Georg Joseph Beer
Biography of Georg Joseph Beer
Georg Joseph Beer first studied theology, but soon changed to medicine, receiving his doctorate in 1786. Under Joseph Barth (1745-1818) he devoted himself with particular enthusiasm to ophthalmology, without neglecting his other studies. Thus, for some time he successfully conducted investigations on the developmental history of anatomy. His relationship with Barth, however, never seems to have been very close; he later referred to his four years with Barth as his years of torture (Barth - mentor and tormentor). Their relationship ended with a final break caused by Barth's favouring of Johann Adam Schmidt (1759-1809), of future fame as an ophthalmologist.

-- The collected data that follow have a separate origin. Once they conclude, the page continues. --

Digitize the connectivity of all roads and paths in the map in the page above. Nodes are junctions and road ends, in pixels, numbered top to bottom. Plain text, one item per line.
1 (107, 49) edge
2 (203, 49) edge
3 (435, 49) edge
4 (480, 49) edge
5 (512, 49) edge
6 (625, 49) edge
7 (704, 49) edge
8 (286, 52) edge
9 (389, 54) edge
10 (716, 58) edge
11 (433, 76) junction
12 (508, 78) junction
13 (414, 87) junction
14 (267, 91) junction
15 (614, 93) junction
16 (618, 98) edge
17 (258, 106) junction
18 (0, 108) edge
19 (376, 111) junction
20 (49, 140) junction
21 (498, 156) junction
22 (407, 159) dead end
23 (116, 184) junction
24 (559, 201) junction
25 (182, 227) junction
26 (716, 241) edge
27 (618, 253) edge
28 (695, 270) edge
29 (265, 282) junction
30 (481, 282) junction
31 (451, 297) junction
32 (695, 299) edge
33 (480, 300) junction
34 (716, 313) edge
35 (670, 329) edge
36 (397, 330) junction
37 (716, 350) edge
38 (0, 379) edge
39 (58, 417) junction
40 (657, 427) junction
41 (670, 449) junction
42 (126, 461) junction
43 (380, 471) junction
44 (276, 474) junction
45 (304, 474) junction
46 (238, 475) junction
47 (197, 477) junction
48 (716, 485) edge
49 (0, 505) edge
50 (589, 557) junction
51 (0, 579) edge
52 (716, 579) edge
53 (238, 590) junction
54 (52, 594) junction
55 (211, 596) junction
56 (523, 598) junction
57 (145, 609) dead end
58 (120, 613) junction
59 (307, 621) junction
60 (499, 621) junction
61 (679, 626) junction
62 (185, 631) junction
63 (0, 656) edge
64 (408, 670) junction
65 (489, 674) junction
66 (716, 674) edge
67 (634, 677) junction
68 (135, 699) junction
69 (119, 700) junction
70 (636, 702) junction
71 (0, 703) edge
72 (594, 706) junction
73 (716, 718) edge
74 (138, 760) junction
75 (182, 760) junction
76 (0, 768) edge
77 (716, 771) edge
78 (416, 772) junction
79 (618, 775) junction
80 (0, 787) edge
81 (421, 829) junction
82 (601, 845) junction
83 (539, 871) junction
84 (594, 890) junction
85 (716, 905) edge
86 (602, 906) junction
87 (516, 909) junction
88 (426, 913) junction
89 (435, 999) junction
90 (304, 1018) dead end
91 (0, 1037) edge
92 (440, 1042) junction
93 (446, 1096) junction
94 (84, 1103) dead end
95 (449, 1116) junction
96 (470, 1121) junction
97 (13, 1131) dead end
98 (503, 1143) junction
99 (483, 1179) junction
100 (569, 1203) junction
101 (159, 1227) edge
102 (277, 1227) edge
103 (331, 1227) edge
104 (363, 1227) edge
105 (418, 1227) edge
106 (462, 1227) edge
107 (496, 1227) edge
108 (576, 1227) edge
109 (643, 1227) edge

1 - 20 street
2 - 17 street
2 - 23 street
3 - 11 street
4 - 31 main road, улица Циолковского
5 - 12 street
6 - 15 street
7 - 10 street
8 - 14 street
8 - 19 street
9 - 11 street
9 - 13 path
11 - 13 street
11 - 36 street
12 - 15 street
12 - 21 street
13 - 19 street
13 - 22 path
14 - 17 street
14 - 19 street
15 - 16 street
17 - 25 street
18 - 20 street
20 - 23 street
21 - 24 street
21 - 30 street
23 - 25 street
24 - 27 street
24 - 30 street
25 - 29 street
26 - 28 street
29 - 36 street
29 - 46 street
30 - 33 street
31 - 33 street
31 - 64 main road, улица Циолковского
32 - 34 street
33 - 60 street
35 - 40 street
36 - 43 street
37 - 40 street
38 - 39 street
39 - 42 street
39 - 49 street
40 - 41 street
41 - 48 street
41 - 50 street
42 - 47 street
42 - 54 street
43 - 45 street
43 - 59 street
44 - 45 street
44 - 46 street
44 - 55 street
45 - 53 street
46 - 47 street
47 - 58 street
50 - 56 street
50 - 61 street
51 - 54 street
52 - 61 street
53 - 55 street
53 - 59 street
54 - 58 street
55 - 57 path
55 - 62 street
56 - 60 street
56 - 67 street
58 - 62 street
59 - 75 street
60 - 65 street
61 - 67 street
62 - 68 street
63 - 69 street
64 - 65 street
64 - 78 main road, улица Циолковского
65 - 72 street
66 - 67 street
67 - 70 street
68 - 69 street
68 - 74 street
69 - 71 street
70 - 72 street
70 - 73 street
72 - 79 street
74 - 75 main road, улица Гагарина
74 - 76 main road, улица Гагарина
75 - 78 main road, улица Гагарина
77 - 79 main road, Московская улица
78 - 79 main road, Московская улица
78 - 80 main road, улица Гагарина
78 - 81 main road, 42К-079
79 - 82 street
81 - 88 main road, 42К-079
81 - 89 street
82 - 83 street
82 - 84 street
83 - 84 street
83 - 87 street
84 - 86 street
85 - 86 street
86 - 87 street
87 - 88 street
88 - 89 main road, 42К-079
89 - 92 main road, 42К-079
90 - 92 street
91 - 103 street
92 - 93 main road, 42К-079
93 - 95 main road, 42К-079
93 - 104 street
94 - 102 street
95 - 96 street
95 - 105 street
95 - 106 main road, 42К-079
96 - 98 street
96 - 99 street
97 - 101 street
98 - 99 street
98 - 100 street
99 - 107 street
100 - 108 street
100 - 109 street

Out of Barth's realm Beer began his own and independent work as an ophthalmologist. This was not at all easy, however, as Barth did his best to obstruct his work and even publicly expressed his doubts of Beers qualifications. Despite this Beer was able to build a successful practice, and became a popular teacher, attracting several of the next generation of giants in the field. Among his students were Philipp Franz von Walther, Carl Ferdinand von Graefe (1787-1840), Johann Nepomuk Fischer (1777-1847), Konrad Johann Martin Langenbeck (1776-1851), Anton von Rosas (1791-1855), Maximilian Joseph von Chelius (1794-1876), Francesco Flarer (1791-1850), Karl Christoph Friedrich von Jaeger (1775-1858), and Christoph Friedrich Jaeger Ritter von Jaxtthal (1784-1871) - his future son in Law.
His teaching activity took on such proportions and was so highly reputed, that i 1812 the government decided to establish an extraordinary chair of ophthalmology - to which Beer was appointed. Unfortunately he was not able to exercise his duties in this chair for a very long time, as he in 1818 suffered a stroke that incapacitated him for work, and which caused his death in 1821.
Beer was undisputedly one of the gurus of ophthalmology in his time, and must be reckoned as one of the more prominent representatives of this discipline. Unable to liberate himself from the peculiar physiologic-pathological views of his time, he strived to liberate ophthalmology from the grip of strictly dogmatic views, and to found it on a solid basis of careful observations. His textbook of ophthalmology was to have a great impact on this medical speciality. His works on the history of ophthalmology, however, were coldly received and leave much to be desired, as he judged all previous epochs on an absolute scale against the most update of works in the field.